Your instructions: Copy every line below that has the word "between" in it.

------ Records for this task

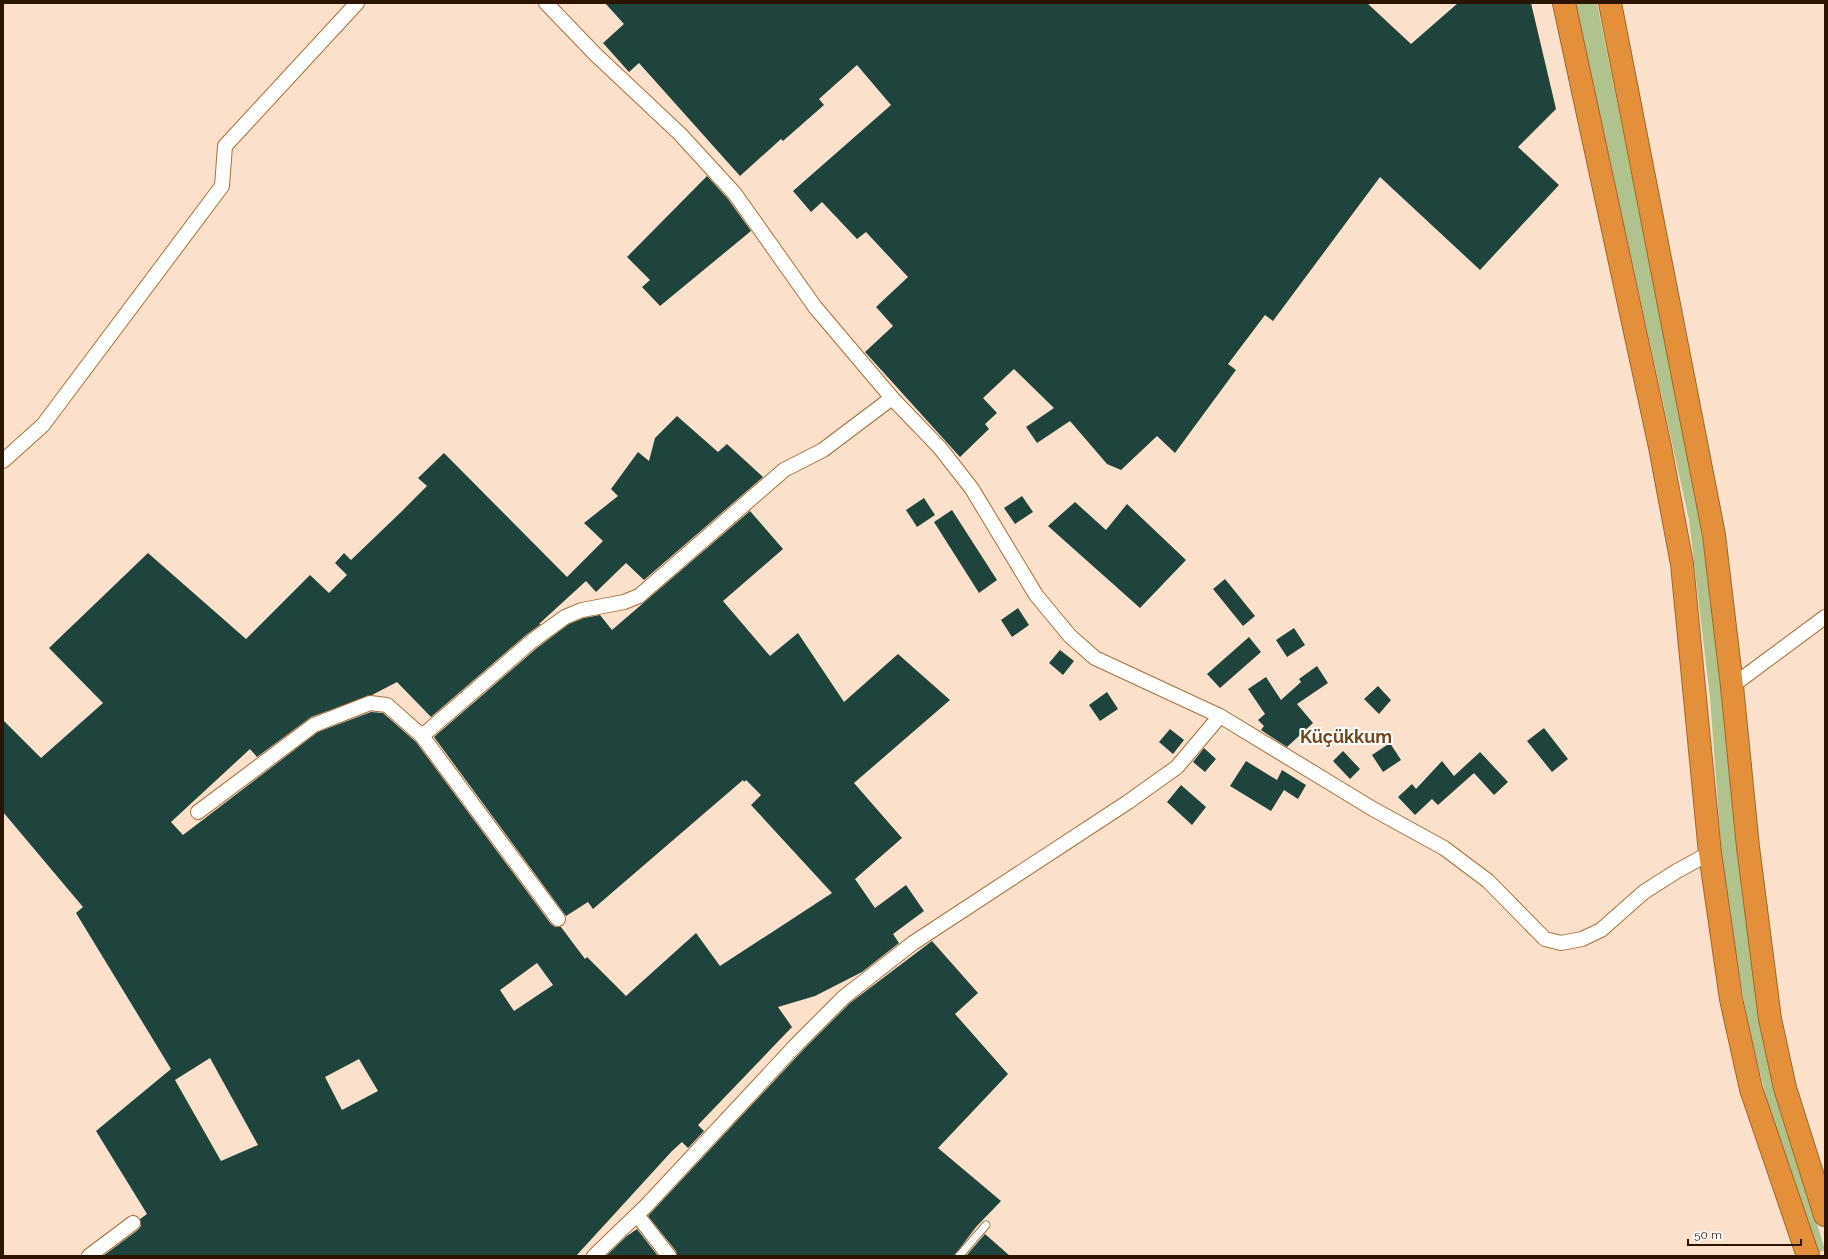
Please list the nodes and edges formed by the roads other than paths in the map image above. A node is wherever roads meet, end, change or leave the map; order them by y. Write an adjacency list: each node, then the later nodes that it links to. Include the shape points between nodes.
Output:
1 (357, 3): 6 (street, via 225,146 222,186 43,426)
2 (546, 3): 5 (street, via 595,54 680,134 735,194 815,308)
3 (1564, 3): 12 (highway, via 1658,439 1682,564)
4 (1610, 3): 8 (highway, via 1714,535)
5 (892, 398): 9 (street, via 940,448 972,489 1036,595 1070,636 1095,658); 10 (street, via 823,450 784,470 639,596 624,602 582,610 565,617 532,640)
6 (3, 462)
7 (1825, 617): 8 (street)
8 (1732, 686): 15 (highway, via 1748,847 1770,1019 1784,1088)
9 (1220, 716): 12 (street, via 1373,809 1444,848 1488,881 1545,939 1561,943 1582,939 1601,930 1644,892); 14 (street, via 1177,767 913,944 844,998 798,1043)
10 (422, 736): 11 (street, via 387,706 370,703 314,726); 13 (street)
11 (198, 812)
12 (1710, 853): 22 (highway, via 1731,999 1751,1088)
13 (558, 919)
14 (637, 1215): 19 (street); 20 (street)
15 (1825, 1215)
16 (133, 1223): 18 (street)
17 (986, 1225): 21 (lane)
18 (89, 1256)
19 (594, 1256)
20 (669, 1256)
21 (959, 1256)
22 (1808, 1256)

------------
------ Records for this task

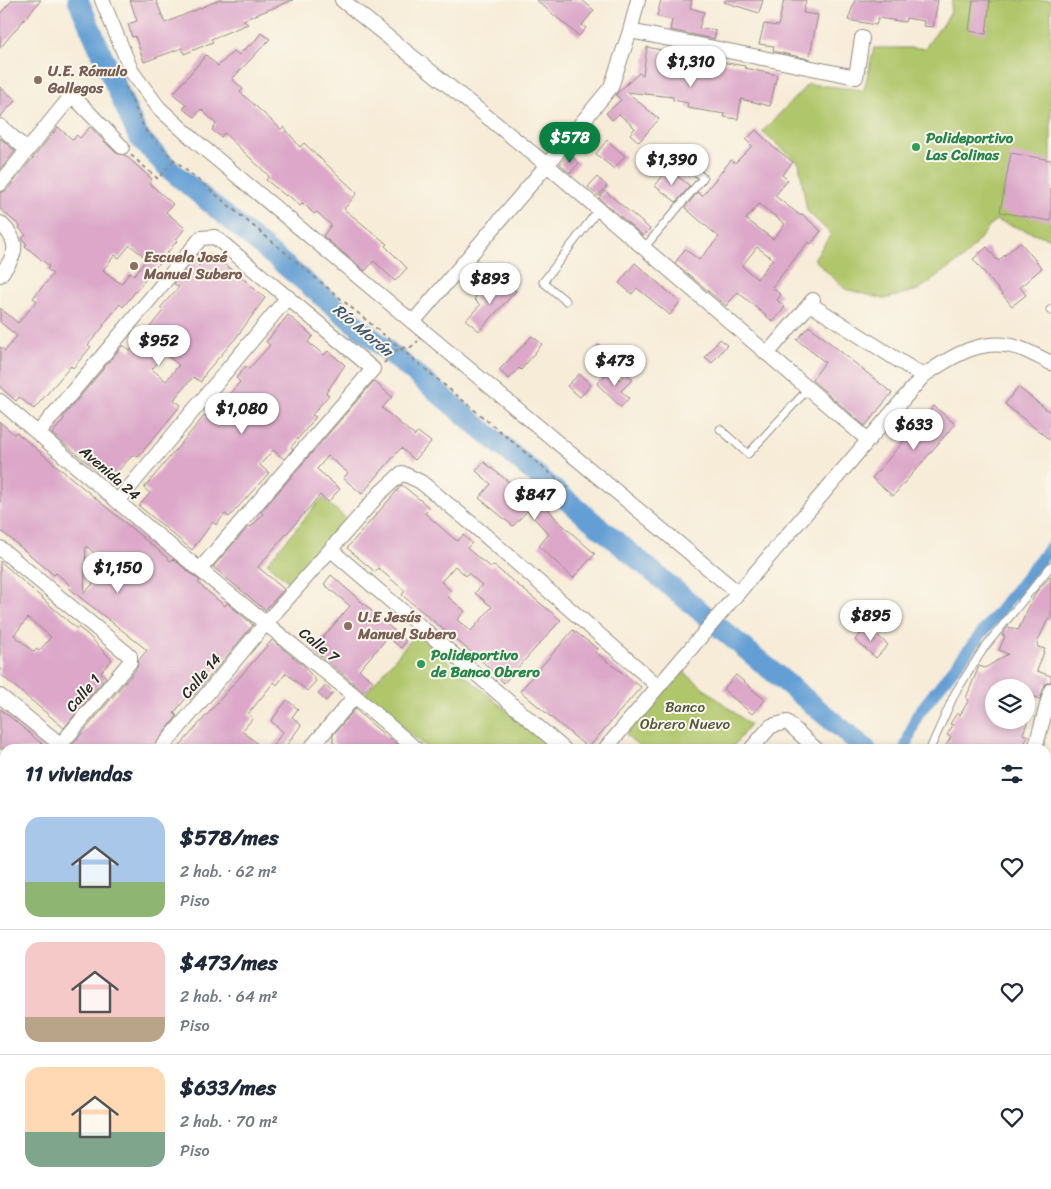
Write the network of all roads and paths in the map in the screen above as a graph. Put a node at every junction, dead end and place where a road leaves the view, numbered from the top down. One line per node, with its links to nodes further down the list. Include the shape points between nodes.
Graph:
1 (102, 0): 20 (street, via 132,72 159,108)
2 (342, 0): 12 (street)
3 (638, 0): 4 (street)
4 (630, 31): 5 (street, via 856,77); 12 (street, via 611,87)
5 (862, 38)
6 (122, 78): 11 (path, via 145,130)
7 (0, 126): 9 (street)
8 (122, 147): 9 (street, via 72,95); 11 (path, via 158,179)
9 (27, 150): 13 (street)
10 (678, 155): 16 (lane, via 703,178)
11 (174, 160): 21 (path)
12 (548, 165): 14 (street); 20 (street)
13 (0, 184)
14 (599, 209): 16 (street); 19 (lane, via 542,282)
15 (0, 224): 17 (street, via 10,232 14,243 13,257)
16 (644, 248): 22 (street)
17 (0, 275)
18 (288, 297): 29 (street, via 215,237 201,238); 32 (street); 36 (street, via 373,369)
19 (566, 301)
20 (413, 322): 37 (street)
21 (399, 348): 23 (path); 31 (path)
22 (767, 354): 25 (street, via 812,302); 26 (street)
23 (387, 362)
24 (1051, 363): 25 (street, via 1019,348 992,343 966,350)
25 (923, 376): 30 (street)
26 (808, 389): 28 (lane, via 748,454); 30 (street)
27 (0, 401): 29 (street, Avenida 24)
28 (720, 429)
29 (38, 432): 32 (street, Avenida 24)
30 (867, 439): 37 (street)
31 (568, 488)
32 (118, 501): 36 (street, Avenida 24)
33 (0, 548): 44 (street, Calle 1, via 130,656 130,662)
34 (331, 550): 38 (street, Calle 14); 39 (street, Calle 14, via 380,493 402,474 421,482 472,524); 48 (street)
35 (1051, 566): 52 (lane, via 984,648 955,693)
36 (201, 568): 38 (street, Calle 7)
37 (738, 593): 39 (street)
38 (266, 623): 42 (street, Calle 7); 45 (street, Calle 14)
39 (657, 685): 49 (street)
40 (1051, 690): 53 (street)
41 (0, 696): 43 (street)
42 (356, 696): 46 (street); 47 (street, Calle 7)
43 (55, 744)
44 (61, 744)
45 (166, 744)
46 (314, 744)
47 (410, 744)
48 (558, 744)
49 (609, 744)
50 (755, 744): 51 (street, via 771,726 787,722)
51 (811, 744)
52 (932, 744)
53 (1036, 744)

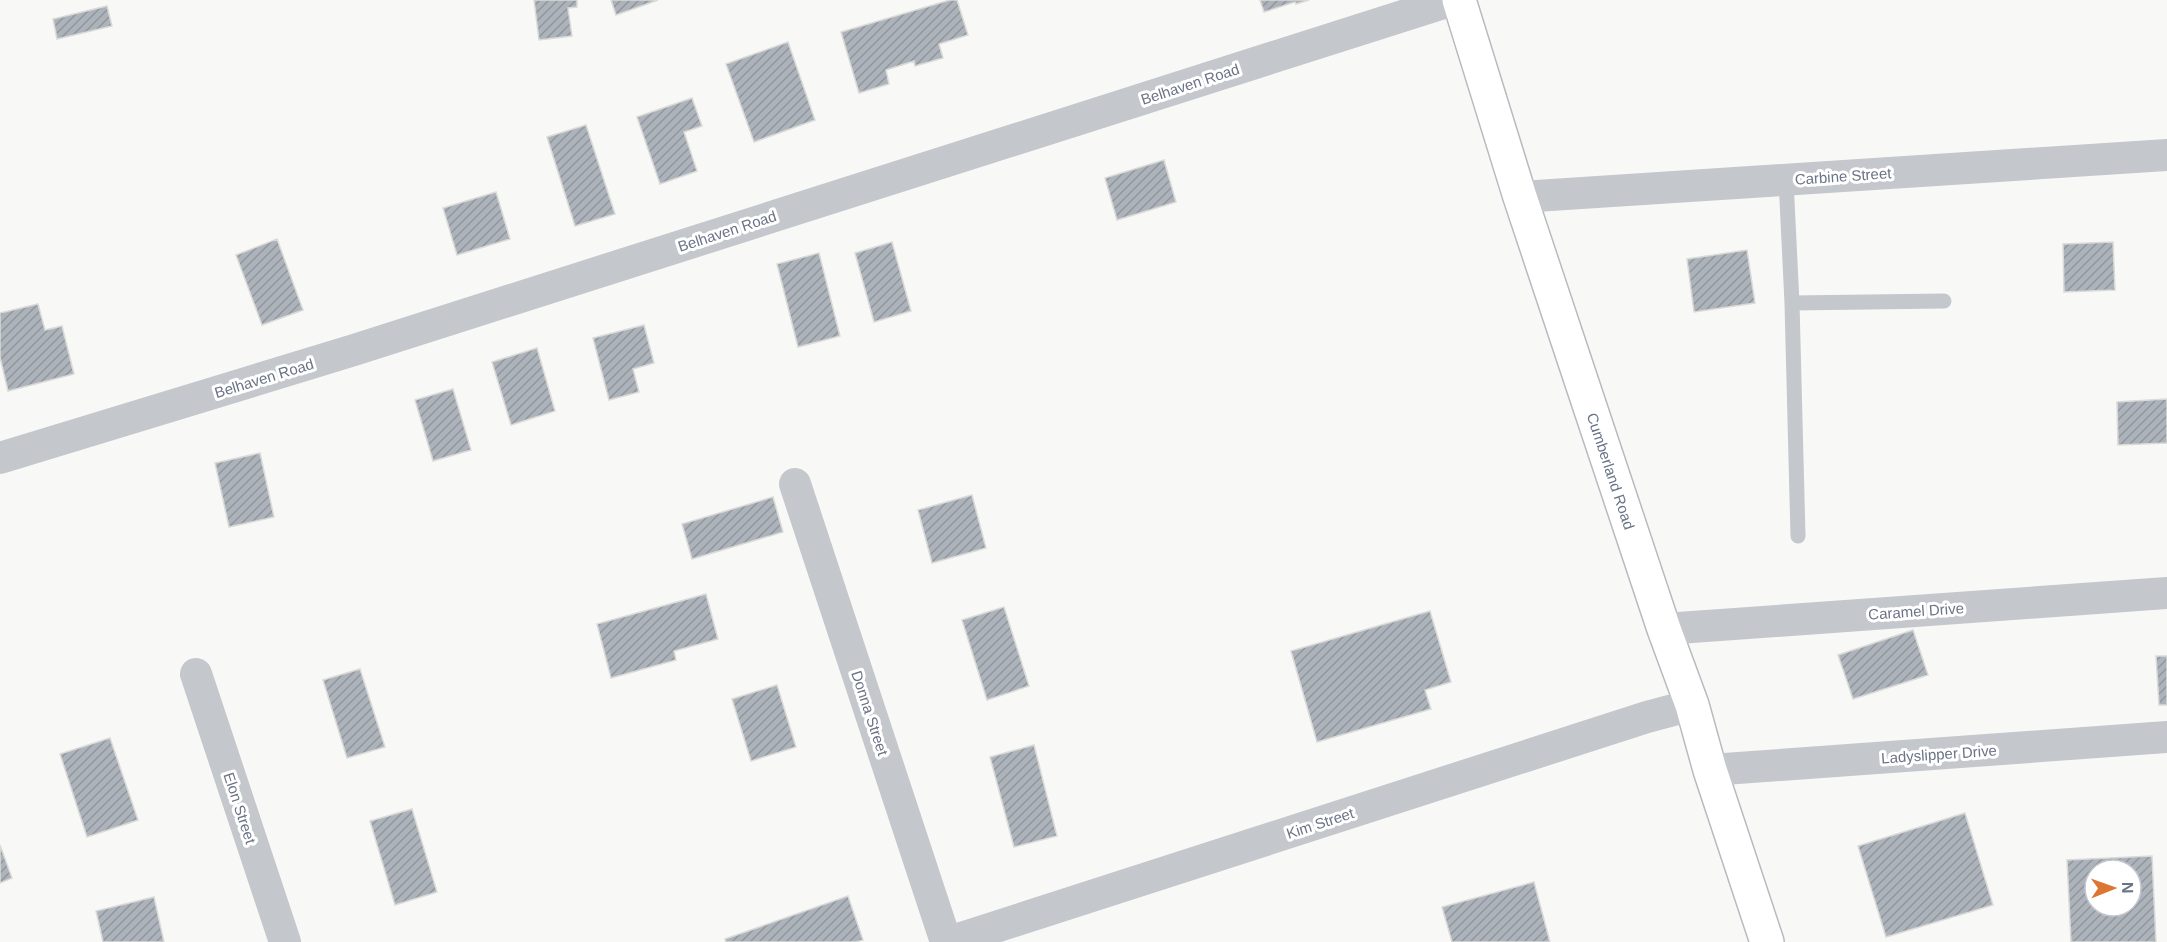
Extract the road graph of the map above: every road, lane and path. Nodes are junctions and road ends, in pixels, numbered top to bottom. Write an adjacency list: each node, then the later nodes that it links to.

------------
------ Records for this task

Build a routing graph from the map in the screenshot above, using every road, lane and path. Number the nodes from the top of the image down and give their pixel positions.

------------

The answer:
Please list the nodes and edges formed by the roads other than paths in the map image above. A node is wherever roads meet, end, change or leave the map; order them by y. Write an adjacency list: each node, then the later nodes that it links to. Include the shape points between nodes.
Write the network of all roads and paths in the map in the screen above as a graph. Put a node at every junction, dead end and place where a road leaves the view, numbered from the top down. One line per node, with its links to nodes further down the list. Include the shape points between nodes.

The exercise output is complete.